= Beginning of Section =

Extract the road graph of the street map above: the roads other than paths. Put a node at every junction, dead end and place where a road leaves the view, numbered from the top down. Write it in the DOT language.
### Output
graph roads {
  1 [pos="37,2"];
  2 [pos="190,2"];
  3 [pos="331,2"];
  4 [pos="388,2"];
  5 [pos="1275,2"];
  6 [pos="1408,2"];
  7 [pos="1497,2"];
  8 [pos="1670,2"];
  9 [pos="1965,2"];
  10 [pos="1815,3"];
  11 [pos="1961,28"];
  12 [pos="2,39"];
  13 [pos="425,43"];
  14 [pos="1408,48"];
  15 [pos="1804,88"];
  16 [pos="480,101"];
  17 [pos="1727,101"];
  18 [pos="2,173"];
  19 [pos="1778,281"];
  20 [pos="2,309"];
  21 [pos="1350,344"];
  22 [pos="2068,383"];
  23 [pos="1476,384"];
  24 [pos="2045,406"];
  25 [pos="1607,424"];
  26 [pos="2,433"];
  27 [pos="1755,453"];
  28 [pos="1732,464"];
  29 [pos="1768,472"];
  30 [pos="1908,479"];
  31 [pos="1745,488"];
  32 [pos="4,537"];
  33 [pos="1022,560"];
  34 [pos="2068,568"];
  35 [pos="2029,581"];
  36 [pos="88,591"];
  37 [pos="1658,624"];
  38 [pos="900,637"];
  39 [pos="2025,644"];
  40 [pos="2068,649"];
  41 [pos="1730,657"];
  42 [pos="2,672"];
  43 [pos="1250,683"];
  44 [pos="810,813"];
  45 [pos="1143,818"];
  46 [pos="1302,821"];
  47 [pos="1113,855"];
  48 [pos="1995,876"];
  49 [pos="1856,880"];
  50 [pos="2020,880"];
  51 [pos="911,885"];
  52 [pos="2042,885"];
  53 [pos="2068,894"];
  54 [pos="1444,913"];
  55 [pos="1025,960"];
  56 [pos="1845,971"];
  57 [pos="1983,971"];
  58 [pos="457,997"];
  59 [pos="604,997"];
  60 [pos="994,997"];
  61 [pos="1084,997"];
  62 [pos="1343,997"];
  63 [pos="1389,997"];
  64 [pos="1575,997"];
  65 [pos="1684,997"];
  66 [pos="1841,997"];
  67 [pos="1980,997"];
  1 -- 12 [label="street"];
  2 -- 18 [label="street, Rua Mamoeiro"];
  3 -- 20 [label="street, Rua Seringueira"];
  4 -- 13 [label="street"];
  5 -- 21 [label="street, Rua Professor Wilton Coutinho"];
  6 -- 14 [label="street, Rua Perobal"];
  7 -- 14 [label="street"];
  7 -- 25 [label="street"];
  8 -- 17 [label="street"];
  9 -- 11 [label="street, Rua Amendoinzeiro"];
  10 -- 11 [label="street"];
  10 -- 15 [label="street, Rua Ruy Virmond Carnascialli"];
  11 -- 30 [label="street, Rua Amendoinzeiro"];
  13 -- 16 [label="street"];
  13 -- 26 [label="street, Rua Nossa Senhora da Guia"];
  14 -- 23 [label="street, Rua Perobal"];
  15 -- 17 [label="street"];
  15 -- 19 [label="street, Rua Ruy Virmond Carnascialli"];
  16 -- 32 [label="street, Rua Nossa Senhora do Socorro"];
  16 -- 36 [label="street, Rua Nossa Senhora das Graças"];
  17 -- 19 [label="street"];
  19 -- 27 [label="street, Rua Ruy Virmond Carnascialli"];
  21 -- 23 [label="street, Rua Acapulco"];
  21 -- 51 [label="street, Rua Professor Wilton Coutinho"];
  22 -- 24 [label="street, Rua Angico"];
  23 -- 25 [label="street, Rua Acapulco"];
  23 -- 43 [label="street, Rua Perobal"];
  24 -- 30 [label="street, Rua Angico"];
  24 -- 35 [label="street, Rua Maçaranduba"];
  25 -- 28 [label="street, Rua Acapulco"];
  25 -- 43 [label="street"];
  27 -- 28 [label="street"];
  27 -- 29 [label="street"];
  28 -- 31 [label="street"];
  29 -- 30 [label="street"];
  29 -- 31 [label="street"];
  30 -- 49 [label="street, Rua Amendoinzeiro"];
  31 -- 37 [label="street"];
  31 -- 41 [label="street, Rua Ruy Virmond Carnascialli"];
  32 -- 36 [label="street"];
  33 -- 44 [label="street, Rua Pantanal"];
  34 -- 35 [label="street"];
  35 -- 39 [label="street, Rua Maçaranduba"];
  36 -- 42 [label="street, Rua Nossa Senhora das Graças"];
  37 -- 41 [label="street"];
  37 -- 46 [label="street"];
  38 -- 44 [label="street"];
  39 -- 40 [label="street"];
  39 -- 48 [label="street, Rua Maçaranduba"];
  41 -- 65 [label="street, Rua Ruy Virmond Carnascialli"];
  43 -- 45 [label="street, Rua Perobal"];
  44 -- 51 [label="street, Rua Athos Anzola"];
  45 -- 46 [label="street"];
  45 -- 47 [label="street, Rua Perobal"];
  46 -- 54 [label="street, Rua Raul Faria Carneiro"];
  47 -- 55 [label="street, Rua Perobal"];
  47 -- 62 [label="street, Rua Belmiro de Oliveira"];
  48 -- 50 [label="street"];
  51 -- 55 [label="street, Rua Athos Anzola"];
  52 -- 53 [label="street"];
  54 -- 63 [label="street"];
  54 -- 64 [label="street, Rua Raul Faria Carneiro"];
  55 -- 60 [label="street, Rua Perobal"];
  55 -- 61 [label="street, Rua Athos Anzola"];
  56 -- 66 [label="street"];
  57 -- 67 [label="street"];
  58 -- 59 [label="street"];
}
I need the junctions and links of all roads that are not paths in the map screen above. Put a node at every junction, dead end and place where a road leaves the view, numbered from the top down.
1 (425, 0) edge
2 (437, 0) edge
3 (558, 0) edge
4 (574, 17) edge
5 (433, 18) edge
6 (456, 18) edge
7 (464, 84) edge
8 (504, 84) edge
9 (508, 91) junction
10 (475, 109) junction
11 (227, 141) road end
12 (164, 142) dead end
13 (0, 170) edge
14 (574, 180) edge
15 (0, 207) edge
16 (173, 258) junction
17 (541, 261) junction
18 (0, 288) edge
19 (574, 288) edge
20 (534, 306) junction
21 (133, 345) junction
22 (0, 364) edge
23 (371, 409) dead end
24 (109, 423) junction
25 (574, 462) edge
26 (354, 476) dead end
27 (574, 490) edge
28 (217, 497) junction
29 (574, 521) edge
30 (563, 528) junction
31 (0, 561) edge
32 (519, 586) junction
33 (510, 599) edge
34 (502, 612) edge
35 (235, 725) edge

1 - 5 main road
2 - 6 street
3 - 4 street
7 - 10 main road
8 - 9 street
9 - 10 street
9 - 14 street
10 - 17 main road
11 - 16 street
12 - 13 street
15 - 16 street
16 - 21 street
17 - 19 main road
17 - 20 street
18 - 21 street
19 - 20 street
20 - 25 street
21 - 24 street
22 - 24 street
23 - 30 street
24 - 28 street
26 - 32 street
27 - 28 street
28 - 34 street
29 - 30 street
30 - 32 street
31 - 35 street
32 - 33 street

= End of Section =

- [EXERCISE BRIEF]:
Would you write out all of the data again, unchanged?

- [FINISHED EXERCISE]:
Extract the road graph of the street map above: the roads other than paths. Put a node at every junction, dead end and place where a road leaves the view, numbered from the top down. Write it in the DOT language.
### Output
graph roads {
  1 [pos="37,2"];
  2 [pos="190,2"];
  3 [pos="331,2"];
  4 [pos="388,2"];
  5 [pos="1275,2"];
  6 [pos="1408,2"];
  7 [pos="1497,2"];
  8 [pos="1670,2"];
  9 [pos="1965,2"];
  10 [pos="1815,3"];
  11 [pos="1961,28"];
  12 [pos="2,39"];
  13 [pos="425,43"];
  14 [pos="1408,48"];
  15 [pos="1804,88"];
  16 [pos="480,101"];
  17 [pos="1727,101"];
  18 [pos="2,173"];
  19 [pos="1778,281"];
  20 [pos="2,309"];
  21 [pos="1350,344"];
  22 [pos="2068,383"];
  23 [pos="1476,384"];
  24 [pos="2045,406"];
  25 [pos="1607,424"];
  26 [pos="2,433"];
  27 [pos="1755,453"];
  28 [pos="1732,464"];
  29 [pos="1768,472"];
  30 [pos="1908,479"];
  31 [pos="1745,488"];
  32 [pos="4,537"];
  33 [pos="1022,560"];
  34 [pos="2068,568"];
  35 [pos="2029,581"];
  36 [pos="88,591"];
  37 [pos="1658,624"];
  38 [pos="900,637"];
  39 [pos="2025,644"];
  40 [pos="2068,649"];
  41 [pos="1730,657"];
  42 [pos="2,672"];
  43 [pos="1250,683"];
  44 [pos="810,813"];
  45 [pos="1143,818"];
  46 [pos="1302,821"];
  47 [pos="1113,855"];
  48 [pos="1995,876"];
  49 [pos="1856,880"];
  50 [pos="2020,880"];
  51 [pos="911,885"];
  52 [pos="2042,885"];
  53 [pos="2068,894"];
  54 [pos="1444,913"];
  55 [pos="1025,960"];
  56 [pos="1845,971"];
  57 [pos="1983,971"];
  58 [pos="457,997"];
  59 [pos="604,997"];
  60 [pos="994,997"];
  61 [pos="1084,997"];
  62 [pos="1343,997"];
  63 [pos="1389,997"];
  64 [pos="1575,997"];
  65 [pos="1684,997"];
  66 [pos="1841,997"];
  67 [pos="1980,997"];
  1 -- 12 [label="street"];
  2 -- 18 [label="street, Rua Mamoeiro"];
  3 -- 20 [label="street, Rua Seringueira"];
  4 -- 13 [label="street"];
  5 -- 21 [label="street, Rua Professor Wilton Coutinho"];
  6 -- 14 [label="street, Rua Perobal"];
  7 -- 14 [label="street"];
  7 -- 25 [label="street"];
  8 -- 17 [label="street"];
  9 -- 11 [label="street, Rua Amendoinzeiro"];
  10 -- 11 [label="street"];
  10 -- 15 [label="street, Rua Ruy Virmond Carnascialli"];
  11 -- 30 [label="street, Rua Amendoinzeiro"];
  13 -- 16 [label="street"];
  13 -- 26 [label="street, Rua Nossa Senhora da Guia"];
  14 -- 23 [label="street, Rua Perobal"];
  15 -- 17 [label="street"];
  15 -- 19 [label="street, Rua Ruy Virmond Carnascialli"];
  16 -- 32 [label="street, Rua Nossa Senhora do Socorro"];
  16 -- 36 [label="street, Rua Nossa Senhora das Graças"];
  17 -- 19 [label="street"];
  19 -- 27 [label="street, Rua Ruy Virmond Carnascialli"];
  21 -- 23 [label="street, Rua Acapulco"];
  21 -- 51 [label="street, Rua Professor Wilton Coutinho"];
  22 -- 24 [label="street, Rua Angico"];
  23 -- 25 [label="street, Rua Acapulco"];
  23 -- 43 [label="street, Rua Perobal"];
  24 -- 30 [label="street, Rua Angico"];
  24 -- 35 [label="street, Rua Maçaranduba"];
  25 -- 28 [label="street, Rua Acapulco"];
  25 -- 43 [label="street"];
  27 -- 28 [label="street"];
  27 -- 29 [label="street"];
  28 -- 31 [label="street"];
  29 -- 30 [label="street"];
  29 -- 31 [label="street"];
  30 -- 49 [label="street, Rua Amendoinzeiro"];
  31 -- 37 [label="street"];
  31 -- 41 [label="street, Rua Ruy Virmond Carnascialli"];
  32 -- 36 [label="street"];
  33 -- 44 [label="street, Rua Pantanal"];
  34 -- 35 [label="street"];
  35 -- 39 [label="street, Rua Maçaranduba"];
  36 -- 42 [label="street, Rua Nossa Senhora das Graças"];
  37 -- 41 [label="street"];
  37 -- 46 [label="street"];
  38 -- 44 [label="street"];
  39 -- 40 [label="street"];
  39 -- 48 [label="street, Rua Maçaranduba"];
  41 -- 65 [label="street, Rua Ruy Virmond Carnascialli"];
  43 -- 45 [label="street, Rua Perobal"];
  44 -- 51 [label="street, Rua Athos Anzola"];
  45 -- 46 [label="street"];
  45 -- 47 [label="street, Rua Perobal"];
  46 -- 54 [label="street, Rua Raul Faria Carneiro"];
  47 -- 55 [label="street, Rua Perobal"];
  47 -- 62 [label="street, Rua Belmiro de Oliveira"];
  48 -- 50 [label="street"];
  51 -- 55 [label="street, Rua Athos Anzola"];
  52 -- 53 [label="street"];
  54 -- 63 [label="street"];
  54 -- 64 [label="street, Rua Raul Faria Carneiro"];
  55 -- 60 [label="street, Rua Perobal"];
  55 -- 61 [label="street, Rua Athos Anzola"];
  56 -- 66 [label="street"];
  57 -- 67 [label="street"];
  58 -- 59 [label="street"];
}
I need the junctions and links of all roads that are not paths in the map screen above. Put a node at every junction, dead end and place where a road leaves the view, numbered from the top down.
1 (425, 0) edge
2 (437, 0) edge
3 (558, 0) edge
4 (574, 17) edge
5 (433, 18) edge
6 (456, 18) edge
7 (464, 84) edge
8 (504, 84) edge
9 (508, 91) junction
10 (475, 109) junction
11 (227, 141) road end
12 (164, 142) dead end
13 (0, 170) edge
14 (574, 180) edge
15 (0, 207) edge
16 (173, 258) junction
17 (541, 261) junction
18 (0, 288) edge
19 (574, 288) edge
20 (534, 306) junction
21 (133, 345) junction
22 (0, 364) edge
23 (371, 409) dead end
24 (109, 423) junction
25 (574, 462) edge
26 (354, 476) dead end
27 (574, 490) edge
28 (217, 497) junction
29 (574, 521) edge
30 (563, 528) junction
31 (0, 561) edge
32 (519, 586) junction
33 (510, 599) edge
34 (502, 612) edge
35 (235, 725) edge

1 - 5 main road
2 - 6 street
3 - 4 street
7 - 10 main road
8 - 9 street
9 - 10 street
9 - 14 street
10 - 17 main road
11 - 16 street
12 - 13 street
15 - 16 street
16 - 21 street
17 - 19 main road
17 - 20 street
18 - 21 street
19 - 20 street
20 - 25 street
21 - 24 street
22 - 24 street
23 - 30 street
24 - 28 street
26 - 32 street
27 - 28 street
28 - 34 street
29 - 30 street
30 - 32 street
31 - 35 street
32 - 33 street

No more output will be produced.